Our corpus includes 74 papers (72,395 words) across two assignments, a literature review (LR) and a research paper (RP), from a first-year writing course for L2 writers. We calculated the number of citations and references in each assignment (per 1,000 words), and coded citations for integral, non-integral or hybrid (integral and non-integral) forms. We then coded citation functions based on Petric (2007) and qualitatively examined the relationship of the writing to pedagogical materials, such as the number of sources required and the form and function of citations in sample papers.

Our preliminary results show that the writers most frequently use integral citations with little synthesizing function. While there is a large variation in the number of citations both within assignments and across instructors (LR: 3.54-9.73, RP: 5.25-7.05), the number of references is more consistent in the literature review (LR: 2.66-3.27, RP: 3.72-4.88). Students prefer a citation style of non-quote to quote. Integral citation is more frequently used in the literature review, while non-integral citation appears more in the research paper. Hybrid citation form is consistently in existence almost across all sections. These results might be attributed to instructors’ use of model literature review papers that almost exclusively feature integral citations, as well as explicit requirements (3 sources) in the assignment sheets. Attribution only is the largest category for rhetorical functions of all the citations. In addition, students’ awareness of establishing links between sources and making statement of use seem to have been influenced by sample papers. Our findings show the potential need for more instruction on the use of sources for synthesizing information, and the important influence of pedagogical materials.

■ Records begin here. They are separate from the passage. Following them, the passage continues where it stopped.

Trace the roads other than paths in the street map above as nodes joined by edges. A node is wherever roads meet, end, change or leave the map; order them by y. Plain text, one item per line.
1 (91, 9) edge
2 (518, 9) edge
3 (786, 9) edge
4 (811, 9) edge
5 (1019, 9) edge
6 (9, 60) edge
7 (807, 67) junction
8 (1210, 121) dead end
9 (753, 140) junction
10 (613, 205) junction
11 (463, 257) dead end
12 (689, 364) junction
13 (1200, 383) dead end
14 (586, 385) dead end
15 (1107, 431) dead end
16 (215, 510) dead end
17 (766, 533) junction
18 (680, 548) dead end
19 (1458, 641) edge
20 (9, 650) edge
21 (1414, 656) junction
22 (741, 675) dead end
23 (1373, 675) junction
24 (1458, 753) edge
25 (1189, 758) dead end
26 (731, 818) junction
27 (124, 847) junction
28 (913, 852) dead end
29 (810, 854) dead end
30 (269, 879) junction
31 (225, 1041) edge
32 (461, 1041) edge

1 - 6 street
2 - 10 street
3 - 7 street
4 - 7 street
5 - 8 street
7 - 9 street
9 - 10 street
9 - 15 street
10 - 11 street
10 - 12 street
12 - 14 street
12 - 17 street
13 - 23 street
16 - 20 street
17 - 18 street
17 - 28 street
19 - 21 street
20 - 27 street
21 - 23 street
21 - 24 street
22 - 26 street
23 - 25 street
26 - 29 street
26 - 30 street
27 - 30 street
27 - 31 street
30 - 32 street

Citation project conference handout (PDF).

Selected References

Charles, M. (2006). Phraseological patterns in reporting clauses used in citation: A corpus-based study of theses in two disciplines. English for Specific Purposes25(3), 310–331. doi:10.1016/j.esp.2005.053

Lee, J. J., Hitchcock, C. & Casal, J. E., (2018), Citation practices of L2 university students in first-year writing: Form, function and stance. English for Specific Purposes, 33, 1-11.

Petrić, B. (2007). Rhetorical functions of citations in high- and low-rated master’s theses. Journal of English for Academic Purposes, 6(3), 238-253.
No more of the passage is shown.